Using the latest master (1.0.0-rc6-dev)

@ChethanSuresh
Copy link

ChethanSuresh commented Jul 28, 2017

I received a similar error with exit status 4, first step that helped me was
$ strace -f runc --root /path/to/myroot run id
see where it fails.
In my case, it was permission denied to write to /proc/self/oom_score_adj file.

@cyphar
Copy link
Member

cyphar commented Aug 5, 2017

In my case, it was permission denied to write to /proc/self/oom_score_adj file.

I fixed this a while ago in 6bd4bd9.

@cyphar
Copy link
Member

cyphar commented Aug 5, 2017

@erezo I believe we @mrunalp may know more about this. In particular, I would not be surprised if it's caused by SELinux or some other interaction where the way we're creating the namespaces isn't the way SELinux wants it to be done.

I also believe he was complaining a few months ago that some of the nsexec changes broke on RHEL in certain cases, but I don't think we ever figured out how we can cleanly solve that issue.

@rhatdan
Copy link
Contributor

rhatdan commented Aug 5, 2017

On RHEL and CentOS platforms I believe, you have to set a sysctl to allow you to run non privilege user namespaces.

@cyphar
Copy link
Member

cyphar commented Aug 5, 2017

@rhatdan Oh, is user_namespace.enable=1 on the kernel cmdline not enough anymore?

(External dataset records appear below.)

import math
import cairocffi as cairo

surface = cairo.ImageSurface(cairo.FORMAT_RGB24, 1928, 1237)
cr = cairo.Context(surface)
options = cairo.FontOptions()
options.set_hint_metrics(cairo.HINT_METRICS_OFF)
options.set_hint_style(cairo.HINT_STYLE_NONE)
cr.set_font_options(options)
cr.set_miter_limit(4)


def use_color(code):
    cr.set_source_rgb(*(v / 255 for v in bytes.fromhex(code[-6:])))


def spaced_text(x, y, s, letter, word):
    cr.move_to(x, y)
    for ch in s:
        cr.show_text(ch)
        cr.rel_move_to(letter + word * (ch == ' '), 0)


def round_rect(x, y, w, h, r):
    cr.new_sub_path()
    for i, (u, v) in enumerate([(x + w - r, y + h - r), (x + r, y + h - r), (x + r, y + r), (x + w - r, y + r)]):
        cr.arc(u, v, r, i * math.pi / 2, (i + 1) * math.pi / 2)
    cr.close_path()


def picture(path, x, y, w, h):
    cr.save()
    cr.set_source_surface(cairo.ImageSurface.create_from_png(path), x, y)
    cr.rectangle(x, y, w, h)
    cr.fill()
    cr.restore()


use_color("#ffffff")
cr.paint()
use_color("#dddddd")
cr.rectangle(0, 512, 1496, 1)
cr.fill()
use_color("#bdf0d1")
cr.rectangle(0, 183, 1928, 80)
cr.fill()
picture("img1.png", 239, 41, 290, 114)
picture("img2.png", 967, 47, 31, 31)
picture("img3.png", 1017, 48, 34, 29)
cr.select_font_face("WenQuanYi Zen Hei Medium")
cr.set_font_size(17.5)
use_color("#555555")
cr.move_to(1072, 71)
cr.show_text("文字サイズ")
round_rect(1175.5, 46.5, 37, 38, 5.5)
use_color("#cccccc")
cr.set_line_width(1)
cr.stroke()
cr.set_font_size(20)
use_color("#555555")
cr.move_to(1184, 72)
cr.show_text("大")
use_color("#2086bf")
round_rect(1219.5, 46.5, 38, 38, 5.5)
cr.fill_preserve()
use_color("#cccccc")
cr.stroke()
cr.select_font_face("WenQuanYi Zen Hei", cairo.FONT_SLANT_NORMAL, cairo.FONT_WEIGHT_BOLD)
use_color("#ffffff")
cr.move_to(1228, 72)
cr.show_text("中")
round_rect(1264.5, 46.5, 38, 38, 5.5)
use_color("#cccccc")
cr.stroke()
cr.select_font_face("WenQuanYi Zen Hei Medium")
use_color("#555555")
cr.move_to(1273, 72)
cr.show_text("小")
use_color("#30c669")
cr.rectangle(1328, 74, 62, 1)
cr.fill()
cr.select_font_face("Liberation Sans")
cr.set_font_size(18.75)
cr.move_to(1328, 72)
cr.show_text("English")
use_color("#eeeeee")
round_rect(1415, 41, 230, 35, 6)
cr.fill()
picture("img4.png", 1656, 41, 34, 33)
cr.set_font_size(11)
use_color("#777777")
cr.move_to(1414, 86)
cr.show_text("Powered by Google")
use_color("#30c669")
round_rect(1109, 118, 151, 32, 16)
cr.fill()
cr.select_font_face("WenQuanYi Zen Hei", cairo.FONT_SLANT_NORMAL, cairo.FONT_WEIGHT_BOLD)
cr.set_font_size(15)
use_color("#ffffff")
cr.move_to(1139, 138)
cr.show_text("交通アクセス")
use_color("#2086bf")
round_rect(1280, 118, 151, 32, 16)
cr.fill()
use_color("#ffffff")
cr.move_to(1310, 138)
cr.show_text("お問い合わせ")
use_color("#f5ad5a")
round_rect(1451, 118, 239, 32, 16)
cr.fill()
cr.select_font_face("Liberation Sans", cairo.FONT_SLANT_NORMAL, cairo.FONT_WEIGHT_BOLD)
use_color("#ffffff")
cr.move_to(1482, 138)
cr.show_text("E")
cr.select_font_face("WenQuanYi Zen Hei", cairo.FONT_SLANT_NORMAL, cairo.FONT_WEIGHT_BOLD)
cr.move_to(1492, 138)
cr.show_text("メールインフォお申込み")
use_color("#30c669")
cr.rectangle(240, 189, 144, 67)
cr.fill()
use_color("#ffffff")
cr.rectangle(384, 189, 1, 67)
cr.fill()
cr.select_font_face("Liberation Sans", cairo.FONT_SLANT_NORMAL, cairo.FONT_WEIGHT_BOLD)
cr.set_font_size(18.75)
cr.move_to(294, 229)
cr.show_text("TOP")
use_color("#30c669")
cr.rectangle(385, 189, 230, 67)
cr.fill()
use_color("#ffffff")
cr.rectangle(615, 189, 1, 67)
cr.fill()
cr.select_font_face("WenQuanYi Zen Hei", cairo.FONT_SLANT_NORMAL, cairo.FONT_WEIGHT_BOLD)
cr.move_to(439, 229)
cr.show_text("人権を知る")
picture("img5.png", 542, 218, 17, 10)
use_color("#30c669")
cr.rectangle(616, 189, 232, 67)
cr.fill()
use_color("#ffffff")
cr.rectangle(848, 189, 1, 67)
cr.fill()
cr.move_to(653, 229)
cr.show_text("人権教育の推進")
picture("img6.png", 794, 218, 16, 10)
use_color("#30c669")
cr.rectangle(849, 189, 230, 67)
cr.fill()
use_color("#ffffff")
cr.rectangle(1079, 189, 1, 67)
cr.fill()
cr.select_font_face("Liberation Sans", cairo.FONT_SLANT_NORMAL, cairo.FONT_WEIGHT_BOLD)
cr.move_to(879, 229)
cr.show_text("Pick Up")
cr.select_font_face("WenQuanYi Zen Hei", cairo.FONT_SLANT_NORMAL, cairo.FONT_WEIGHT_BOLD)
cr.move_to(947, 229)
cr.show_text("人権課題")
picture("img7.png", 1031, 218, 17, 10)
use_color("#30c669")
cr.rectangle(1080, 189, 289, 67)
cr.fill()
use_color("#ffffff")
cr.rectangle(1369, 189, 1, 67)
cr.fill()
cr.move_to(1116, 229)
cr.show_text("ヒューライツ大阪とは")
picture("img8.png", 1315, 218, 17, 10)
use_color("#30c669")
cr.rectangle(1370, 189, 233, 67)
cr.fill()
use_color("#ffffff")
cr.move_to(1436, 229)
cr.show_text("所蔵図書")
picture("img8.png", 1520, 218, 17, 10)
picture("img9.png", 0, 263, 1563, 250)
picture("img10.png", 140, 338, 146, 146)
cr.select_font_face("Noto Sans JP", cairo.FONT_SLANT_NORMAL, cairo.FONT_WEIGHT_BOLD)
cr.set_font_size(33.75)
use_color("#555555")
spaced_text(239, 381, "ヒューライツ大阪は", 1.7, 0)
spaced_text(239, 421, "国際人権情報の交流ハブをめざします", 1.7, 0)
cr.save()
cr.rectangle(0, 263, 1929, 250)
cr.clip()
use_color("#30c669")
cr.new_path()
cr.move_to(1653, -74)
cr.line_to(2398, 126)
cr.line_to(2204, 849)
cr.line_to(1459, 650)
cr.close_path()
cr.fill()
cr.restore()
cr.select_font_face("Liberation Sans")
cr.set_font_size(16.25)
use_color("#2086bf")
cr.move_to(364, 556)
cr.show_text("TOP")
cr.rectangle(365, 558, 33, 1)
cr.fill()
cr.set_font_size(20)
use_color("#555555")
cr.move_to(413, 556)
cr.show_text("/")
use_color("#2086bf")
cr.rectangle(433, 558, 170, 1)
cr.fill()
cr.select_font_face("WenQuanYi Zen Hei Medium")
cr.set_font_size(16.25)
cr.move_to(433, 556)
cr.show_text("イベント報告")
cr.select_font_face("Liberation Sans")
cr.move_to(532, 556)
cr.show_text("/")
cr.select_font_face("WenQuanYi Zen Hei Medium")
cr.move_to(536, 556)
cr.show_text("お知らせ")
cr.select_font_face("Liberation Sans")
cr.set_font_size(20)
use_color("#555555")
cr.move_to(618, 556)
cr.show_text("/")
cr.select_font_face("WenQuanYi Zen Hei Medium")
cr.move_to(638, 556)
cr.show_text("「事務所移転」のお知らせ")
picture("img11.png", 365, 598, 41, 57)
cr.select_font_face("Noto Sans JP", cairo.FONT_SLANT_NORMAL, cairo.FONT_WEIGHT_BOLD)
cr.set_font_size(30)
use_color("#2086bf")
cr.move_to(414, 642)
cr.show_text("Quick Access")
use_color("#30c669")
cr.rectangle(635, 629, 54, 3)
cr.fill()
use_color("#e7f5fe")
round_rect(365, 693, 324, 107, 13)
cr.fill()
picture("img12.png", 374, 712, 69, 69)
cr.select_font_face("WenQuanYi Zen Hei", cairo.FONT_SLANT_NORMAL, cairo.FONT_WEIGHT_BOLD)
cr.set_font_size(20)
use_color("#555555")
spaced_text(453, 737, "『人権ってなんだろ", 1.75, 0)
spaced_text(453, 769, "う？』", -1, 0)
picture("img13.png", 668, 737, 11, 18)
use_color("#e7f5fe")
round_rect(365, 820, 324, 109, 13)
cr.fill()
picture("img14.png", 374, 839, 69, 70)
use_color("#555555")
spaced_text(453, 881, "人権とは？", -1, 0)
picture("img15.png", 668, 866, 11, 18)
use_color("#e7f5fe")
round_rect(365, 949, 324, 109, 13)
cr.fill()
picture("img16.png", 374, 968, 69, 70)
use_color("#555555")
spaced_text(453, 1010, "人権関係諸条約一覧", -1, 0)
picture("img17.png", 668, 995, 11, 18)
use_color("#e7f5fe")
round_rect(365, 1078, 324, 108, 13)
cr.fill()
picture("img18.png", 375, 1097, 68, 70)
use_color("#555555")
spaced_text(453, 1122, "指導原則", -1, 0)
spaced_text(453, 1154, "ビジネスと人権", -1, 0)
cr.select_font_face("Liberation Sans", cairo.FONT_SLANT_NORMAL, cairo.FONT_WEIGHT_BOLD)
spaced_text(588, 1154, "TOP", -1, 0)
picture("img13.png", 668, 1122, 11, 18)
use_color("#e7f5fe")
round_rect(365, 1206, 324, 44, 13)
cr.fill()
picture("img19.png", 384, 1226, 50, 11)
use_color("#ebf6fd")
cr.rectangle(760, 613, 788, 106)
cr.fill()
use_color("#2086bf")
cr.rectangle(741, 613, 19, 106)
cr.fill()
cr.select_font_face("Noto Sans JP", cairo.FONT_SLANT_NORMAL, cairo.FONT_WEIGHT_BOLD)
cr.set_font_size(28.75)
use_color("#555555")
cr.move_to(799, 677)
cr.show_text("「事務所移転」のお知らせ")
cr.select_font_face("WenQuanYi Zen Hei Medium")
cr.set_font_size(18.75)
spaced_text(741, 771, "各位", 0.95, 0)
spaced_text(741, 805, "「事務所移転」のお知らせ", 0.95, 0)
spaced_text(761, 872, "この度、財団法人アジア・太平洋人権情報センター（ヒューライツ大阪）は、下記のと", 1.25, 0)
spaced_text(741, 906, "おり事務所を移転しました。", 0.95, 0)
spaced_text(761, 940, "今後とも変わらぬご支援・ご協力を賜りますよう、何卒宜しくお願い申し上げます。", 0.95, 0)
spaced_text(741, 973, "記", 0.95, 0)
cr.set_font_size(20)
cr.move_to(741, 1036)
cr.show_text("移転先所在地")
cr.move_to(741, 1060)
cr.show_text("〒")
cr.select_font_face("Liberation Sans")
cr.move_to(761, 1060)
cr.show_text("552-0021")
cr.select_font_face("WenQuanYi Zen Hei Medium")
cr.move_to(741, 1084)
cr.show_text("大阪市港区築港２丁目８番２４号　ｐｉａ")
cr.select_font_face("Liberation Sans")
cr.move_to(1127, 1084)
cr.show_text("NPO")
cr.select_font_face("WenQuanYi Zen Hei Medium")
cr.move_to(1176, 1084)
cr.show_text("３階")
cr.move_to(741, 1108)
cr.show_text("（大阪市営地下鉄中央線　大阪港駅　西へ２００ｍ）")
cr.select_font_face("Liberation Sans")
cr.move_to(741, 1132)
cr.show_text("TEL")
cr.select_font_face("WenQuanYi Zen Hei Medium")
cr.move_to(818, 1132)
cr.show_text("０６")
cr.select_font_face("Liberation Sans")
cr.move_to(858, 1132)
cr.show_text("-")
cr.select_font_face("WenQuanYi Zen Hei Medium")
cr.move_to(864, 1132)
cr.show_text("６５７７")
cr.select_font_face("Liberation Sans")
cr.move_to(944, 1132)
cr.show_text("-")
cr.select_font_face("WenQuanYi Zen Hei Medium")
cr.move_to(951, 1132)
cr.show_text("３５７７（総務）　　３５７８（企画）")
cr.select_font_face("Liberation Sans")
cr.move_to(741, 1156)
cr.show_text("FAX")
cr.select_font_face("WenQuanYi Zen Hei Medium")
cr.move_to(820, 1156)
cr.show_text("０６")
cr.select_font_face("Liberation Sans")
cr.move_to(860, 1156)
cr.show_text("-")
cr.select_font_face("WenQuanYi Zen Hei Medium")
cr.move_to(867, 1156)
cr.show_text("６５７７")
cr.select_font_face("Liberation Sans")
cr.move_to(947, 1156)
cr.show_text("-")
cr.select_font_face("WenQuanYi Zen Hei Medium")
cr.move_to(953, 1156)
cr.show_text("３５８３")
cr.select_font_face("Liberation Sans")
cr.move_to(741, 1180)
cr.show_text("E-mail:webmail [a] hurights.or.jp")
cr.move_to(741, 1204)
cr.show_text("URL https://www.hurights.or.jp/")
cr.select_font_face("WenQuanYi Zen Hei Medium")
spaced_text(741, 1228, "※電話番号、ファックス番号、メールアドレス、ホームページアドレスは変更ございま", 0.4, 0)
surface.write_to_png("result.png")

I thought you only need the sysctl if you didn't set the cmdline.

@TomSweeneyRedHat
Copy link

'''
On RHEL 7.3 and later, starting in June 2017, it's now:
grubby --default-kernel

/boot/vmlinuz-3.10.0-514.16.1.el7.x86_64
** update namespace.unpriv_enable in kernel from above **
grubby --args=namespace.unpriv_enable=1 --update-kernel /boot/vmlinuz-3.10.0-682.el7.x86_64

The systctl command that's been added is:
sysctl user.max_user_namespaces=15076

I don't know when (if?) this has been implemented in CentOS.
'''
(Trying with auto formating off)

@cyphar
Copy link
Member

cyphar commented Aug 5, 2017

Oh I just noticed that @erezo was trying to run inside a Docker container. Docker uses a seccomp policy to disable CLONE_NEWUSER. You'll want to write your own seccomp policy or run the container with --security-opt="seccomp=unconfined"

@erezo
Copy link
Author

erezo commented Aug 9, 2017

@cyphar I wasn't trying to run inside Docker. I just mentioned the Docker version also installed on that machine.

@ChethanSuresh
Copy link

I fixed this a while ago in 6bd4bd9.

Sorry for the interruption @cyphar,(off the issue topic)
but in android-3.18,

  • the proc_score_adj file seems to be created with only user read permissions(400)
  • even a simple echo 1 > /proc/self/oom_score_adj fails with permissions denied for non-root user.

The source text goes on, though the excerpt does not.